> Exercise instructions: For this task, output every entry below exactly and omit the pictures.

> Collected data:
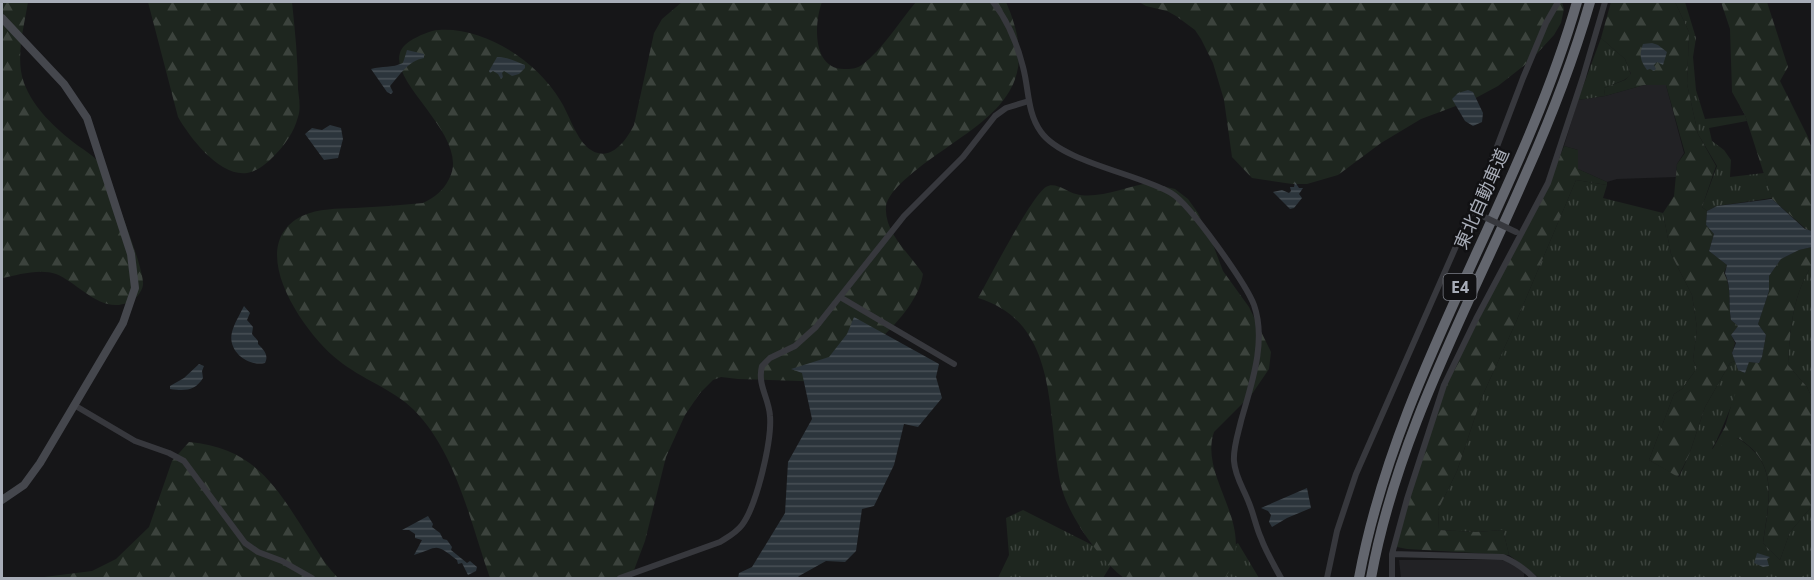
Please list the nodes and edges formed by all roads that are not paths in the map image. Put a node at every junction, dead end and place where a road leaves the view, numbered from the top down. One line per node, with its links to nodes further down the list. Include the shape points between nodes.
1 (993, 2): 7 (street, via 1014,37)
2 (1558, 2): 8 (street, via 1523,78)
3 (1577, 2): 19 (highway, 東北自動車道 / E4, via 1514,172 1420,377 1381,489)
4 (1590, 2): 20 (highway, 東北自動車道 / E4, via 1525,177 1427,393 1393,492)
5 (1605, 2): 9 (street, via 1548,183)
6 (2, 18): 12 (street, via 64,84 87,118 130,254 135,288 123,323)
7 (1029, 101): 10 (street, via 1005,108 995,116 963,157 904,216); 17 (street, via 1042,133 1055,146 1172,193 1186,206 1246,289 1255,308 1257,359 1234,460 1238,481)
8 (1473, 213): 9 (street, bridge); 18 (street, via 1356,474 1337,531)
9 (1517, 234): 14 (street, via 1444,385)
10 (840, 297): 11 (street); 16 (street, via 803,340 762,366 761,384 770,430 757,489 741,526 720,542)
11 (954, 364)
12 (74, 405): 13 (street, via 35,470); 15 (street, via 135,441 184,461 245,543)
13 (2, 500)
14 (1392, 554): 21 (street); 22 (street, via 1503,557)
15 (312, 579)
16 (620, 579)
17 (1281, 579)
18 (1327, 579)
19 (1359, 579)
20 (1371, 579)
21 (1392, 579)
22 (1534, 579)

> Worked solution:
Please list the nodes and edges formed by all roads that are not paths in the map image. Put a node at every junction, dead end and place where a road leaves the view, numbered from the top down. One line per node, with its links to nodes further down the list. Include the shape points between nodes.
1 (993, 2): 7 (street, via 1014,37)
2 (1558, 2): 8 (street, via 1523,78)
3 (1577, 2): 19 (highway, 東北自動車道 / E4, via 1514,172 1420,377 1381,489)
4 (1590, 2): 20 (highway, 東北自動車道 / E4, via 1525,177 1427,393 1393,492)
5 (1605, 2): 9 (street, via 1548,183)
6 (2, 18): 12 (street, via 64,84 87,118 130,254 135,288 123,323)
7 (1029, 101): 10 (street, via 1005,108 995,116 963,157 904,216); 17 (street, via 1042,133 1055,146 1172,193 1186,206 1246,289 1255,308 1257,359 1234,460 1238,481)
8 (1473, 213): 9 (street, bridge); 18 (street, via 1356,474 1337,531)
9 (1517, 234): 14 (street, via 1444,385)
10 (840, 297): 11 (street); 16 (street, via 803,340 762,366 761,384 770,430 757,489 741,526 720,542)
11 (954, 364)
12 (74, 405): 13 (street, via 35,470); 15 (street, via 135,441 184,461 245,543)
13 (2, 500)
14 (1392, 554): 21 (street); 22 (street, via 1503,557)
15 (312, 579)
16 (620, 579)
17 (1281, 579)
18 (1327, 579)
19 (1359, 579)
20 (1371, 579)
21 (1392, 579)
22 (1534, 579)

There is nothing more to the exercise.